Since the first case report of AIH following COVID-19 vaccination, the link between AIH and COVID-19 has been questioned. Although 20 cases comprise a small-scale study, it sheds light on a potentially novel clinical entity. As we know, the diagnosis of AIH is complex and challenging. Due to variable symptoms and possibly delayed ANA levels, the accurate diagnosis of CA-AIH is even more difficult. With the ongoing increase in COVID-19 cases internationally and the widespread use of the vaccine, it is necessary for clinicians to consider CA-AIH in the differential diagnosis of patients with nonspecific acute hepatitis, especially in the middle-aged female population. Even without a definitive diagnosis, long-term monitoring of this population is needed in order to avoid a worse disease prognosis. In addition, early diagnosis of CA-AIH will most benefit patients due to their positive response to steroid therapy. The benefits of vaccination are significant in fighting the pandemic. Although adverse effects of vaccination are rare, addressing them with caution will be best for future patient care.
Conclusions
In the current report, we presented a case of a 66-year-old female patient with acute-onset AIH, confirmed by histological and serological features following COVID-19 vaccination and infection.
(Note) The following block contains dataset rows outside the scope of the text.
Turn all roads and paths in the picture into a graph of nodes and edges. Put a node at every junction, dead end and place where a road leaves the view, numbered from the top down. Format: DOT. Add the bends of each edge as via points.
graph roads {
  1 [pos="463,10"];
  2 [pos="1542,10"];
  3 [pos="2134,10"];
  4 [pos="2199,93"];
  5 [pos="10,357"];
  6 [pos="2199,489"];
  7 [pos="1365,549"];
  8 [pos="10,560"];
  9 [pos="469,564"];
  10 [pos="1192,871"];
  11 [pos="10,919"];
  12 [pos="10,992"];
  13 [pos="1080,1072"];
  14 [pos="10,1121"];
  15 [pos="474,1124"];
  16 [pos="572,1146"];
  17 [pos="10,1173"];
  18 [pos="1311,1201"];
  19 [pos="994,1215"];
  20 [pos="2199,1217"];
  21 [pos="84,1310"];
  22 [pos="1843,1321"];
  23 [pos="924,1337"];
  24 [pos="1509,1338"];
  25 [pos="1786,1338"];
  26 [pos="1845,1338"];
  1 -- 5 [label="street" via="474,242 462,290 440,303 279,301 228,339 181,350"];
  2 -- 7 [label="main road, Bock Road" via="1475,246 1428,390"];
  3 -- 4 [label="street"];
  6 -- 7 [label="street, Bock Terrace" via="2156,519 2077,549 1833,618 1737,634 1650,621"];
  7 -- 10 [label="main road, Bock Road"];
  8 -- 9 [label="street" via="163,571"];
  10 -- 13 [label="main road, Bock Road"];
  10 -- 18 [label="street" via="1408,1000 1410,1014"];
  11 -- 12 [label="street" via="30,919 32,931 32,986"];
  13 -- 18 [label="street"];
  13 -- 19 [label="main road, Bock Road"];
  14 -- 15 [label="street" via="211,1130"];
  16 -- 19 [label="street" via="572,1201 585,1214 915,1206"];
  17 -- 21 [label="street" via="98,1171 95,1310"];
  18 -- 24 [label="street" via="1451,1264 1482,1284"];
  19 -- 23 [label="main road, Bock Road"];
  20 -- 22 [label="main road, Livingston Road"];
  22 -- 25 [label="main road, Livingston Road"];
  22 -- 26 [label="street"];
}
Taken together with the analysis of 20 similar cases from other reports, we provide stronger evidence to support the relationship between autoimmune hepatitis and COVID-19 infection and/or vaccination. More importantly, our patient responded well to steroid treatment administered immediately after diagnosis, which helped avoid a worse prognosis, including the need for liver transplantation. Early diagnosis of AIH is critical for patients with COVID-19-related conditions.
Declarations
Ethical statement
This study was performed in accordance with the Declaration of Helsinki (as revised in 2024). This case report does not include any identifiable patient information. According to institutional policy, this case report is exempt from Institutional Review Board approval.
Funding
There is no financial support to declare.
Conflict of interest
The authors declare no conflict of interest.
Authors’ contributions
Supervising the literature search and writing the majority of the paper (YW), providing the reported cases, guiding and editing throughout the writing process (YW), evaluating the histopathological images, and preparing the figures (YW, XC, AA, XD). All authors have read and approved the final manuscript.